Assignment: Apart from the pictures, every part of the records below gets retyped exactly.

─── Supplied material ───

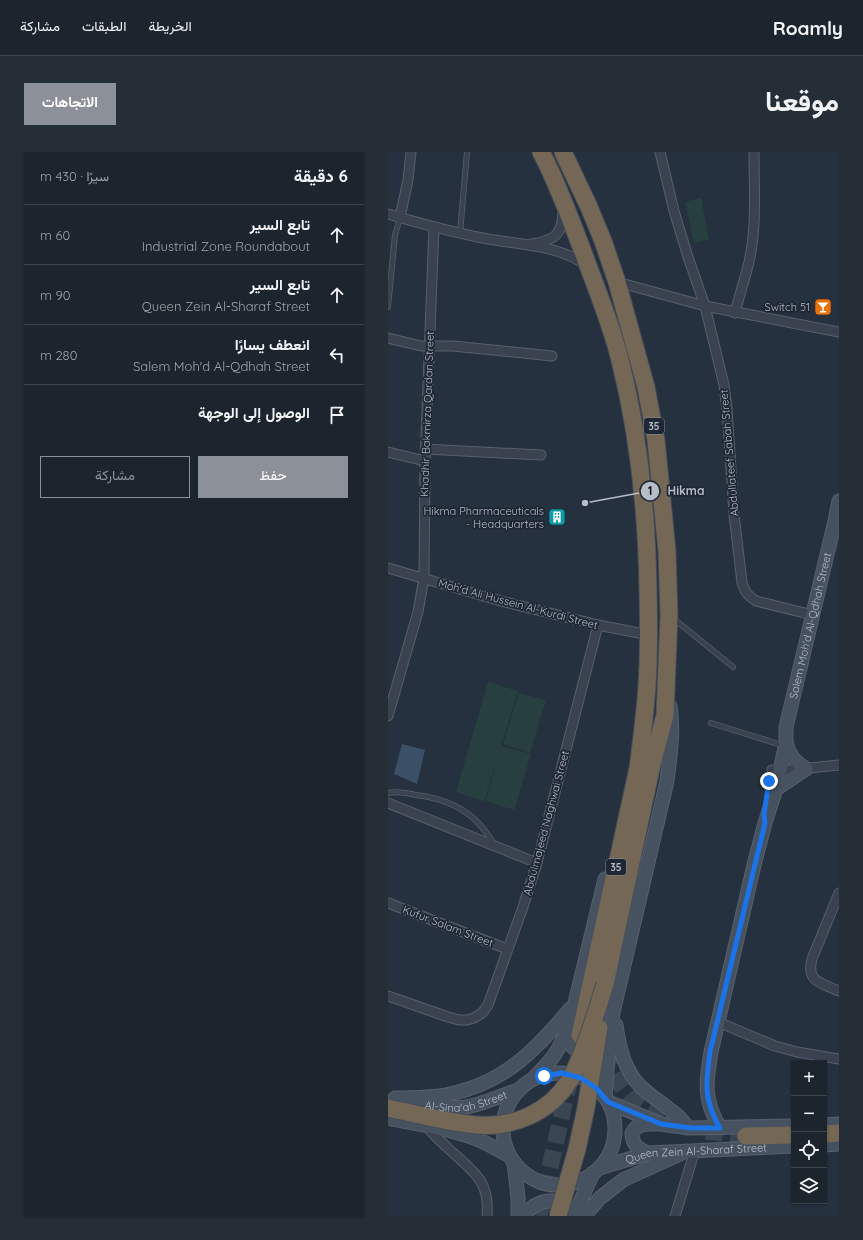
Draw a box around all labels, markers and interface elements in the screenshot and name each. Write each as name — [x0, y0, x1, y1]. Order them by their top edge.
text: Roamly — [773, 16, 843, 40]
text: مشاركة — [20, 17, 60, 35]
text: الطبقات — [82, 17, 126, 35]
text: الخريطة — [148, 17, 192, 35]
button: الاتجاهات — [24, 83, 116, 125]
text: موقعنا — [765, 83, 839, 118]
text: 6 دقيقة — [294, 165, 348, 186]
text: سيرًا · 430 m — [40, 168, 109, 184]
text: تابع السير — [250, 215, 310, 234]
icon: ahead — [326, 224, 348, 246]
text: 60 m — [40, 227, 70, 243]
text: Industrial Zone Roundabout — [142, 238, 310, 254]
text: تابع السير — [250, 275, 310, 294]
icon: ahead — [326, 284, 348, 306]
text: 90 m — [40, 287, 70, 303]
bar icon: Switch 51 — [813, 297, 833, 317]
text: Queen Zein Al-Sharaf Street — [142, 298, 310, 314]
place label: Switch 51 — [765, 300, 810, 314]
street label: Khadhir Bakmirza Qardan Street — [417, 331, 437, 497]
text: انعطف يسارًا — [235, 335, 310, 354]
icon: left — [326, 344, 348, 366]
text: 280 m — [40, 347, 77, 363]
text: Salem Moh'd Al-Qdhah Street — [133, 358, 310, 374]
street label: Abdullateef Sabah Street — [716, 389, 742, 517]
text: الوصول إلى الوجهة — [198, 403, 310, 422]
icon: arrive — [326, 404, 348, 426]
road number: 35 — [644, 418, 664, 434]
button: مشاركة — [40, 456, 190, 498]
button: حفظ — [198, 456, 348, 498]
callout: Hikma — [640, 479, 713, 503]
text: 1 — [648, 483, 652, 498]
text: Hikma — [668, 483, 704, 498]
place label: Hikma Pharmaceuticals - Headquarters — [423, 504, 544, 531]
building icon: Hikma Pharmaceuticals - Headquarters — [547, 507, 567, 527]
street label: Salem Moh'd Al-Qdhah Street — [786, 551, 834, 700]
street label: Moh'd Ali Hussein Al-Kurdi Street — [437, 576, 600, 632]
street label: Abdulmajeed Naghwai Street — [520, 749, 572, 897]
route end — [760, 772, 778, 790]
road number: 35 — [606, 859, 626, 875]
street label: Kufur Salam Street — [401, 902, 496, 950]
map controls — [791, 1060, 827, 1204]
button: + — [791, 1060, 827, 1096]
route start — [535, 1067, 553, 1085]
street label: Al-Sina'ah Street — [424, 1087, 509, 1115]
button: − — [791, 1096, 827, 1132]
button: locate — [791, 1132, 827, 1168]
street label: Queen Zein Al-Sharaf Street — [624, 1140, 768, 1167]
button: layers — [791, 1168, 827, 1204]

───

Answer for the task:
Draw a box around all labels, markers and interface elements in the screenshot and name each. Write each as name — [x0, y0, x1, y1]. Order them by their top edge.
text: Roamly — [773, 16, 843, 40]
text: مشاركة — [20, 17, 60, 35]
text: الطبقات — [82, 17, 126, 35]
text: الخريطة — [148, 17, 192, 35]
button: الاتجاهات — [24, 83, 116, 125]
text: موقعنا — [765, 83, 839, 118]
text: 6 دقيقة — [294, 165, 348, 186]
text: سيرًا · 430 m — [40, 168, 109, 184]
text: تابع السير — [250, 215, 310, 234]
icon: ahead — [326, 224, 348, 246]
text: 60 m — [40, 227, 70, 243]
text: Industrial Zone Roundabout — [142, 238, 310, 254]
text: تابع السير — [250, 275, 310, 294]
icon: ahead — [326, 284, 348, 306]
text: 90 m — [40, 287, 70, 303]
bar icon: Switch 51 — [813, 297, 833, 317]
text: Queen Zein Al-Sharaf Street — [142, 298, 310, 314]
place label: Switch 51 — [765, 300, 810, 314]
street label: Khadhir Bakmirza Qardan Street — [417, 331, 437, 497]
text: انعطف يسارًا — [235, 335, 310, 354]
icon: left — [326, 344, 348, 366]
text: 280 m — [40, 347, 77, 363]
text: Salem Moh'd Al-Qdhah Street — [133, 358, 310, 374]
street label: Abdullateef Sabah Street — [716, 389, 742, 517]
text: الوصول إلى الوجهة — [198, 403, 310, 422]
icon: arrive — [326, 404, 348, 426]
road number: 35 — [644, 418, 664, 434]
button: مشاركة — [40, 456, 190, 498]
button: حفظ — [198, 456, 348, 498]
callout: Hikma — [640, 479, 713, 503]
text: 1 — [648, 483, 652, 498]
text: Hikma — [668, 483, 704, 498]
place label: Hikma Pharmaceuticals - Headquarters — [423, 504, 544, 531]
building icon: Hikma Pharmaceuticals - Headquarters — [547, 507, 567, 527]
street label: Salem Moh'd Al-Qdhah Street — [786, 551, 834, 700]
street label: Moh'd Ali Hussein Al-Kurdi Street — [437, 576, 600, 632]
street label: Abdulmajeed Naghwai Street — [520, 749, 572, 897]
route end — [760, 772, 778, 790]
road number: 35 — [606, 859, 626, 875]
street label: Kufur Salam Street — [401, 902, 496, 950]
map controls — [791, 1060, 827, 1204]
button: + — [791, 1060, 827, 1096]
route start — [535, 1067, 553, 1085]
street label: Al-Sina'ah Street — [424, 1087, 509, 1115]
button: − — [791, 1096, 827, 1132]
button: locate — [791, 1132, 827, 1168]
street label: Queen Zein Al-Sharaf Street — [624, 1140, 768, 1167]
button: layers — [791, 1168, 827, 1204]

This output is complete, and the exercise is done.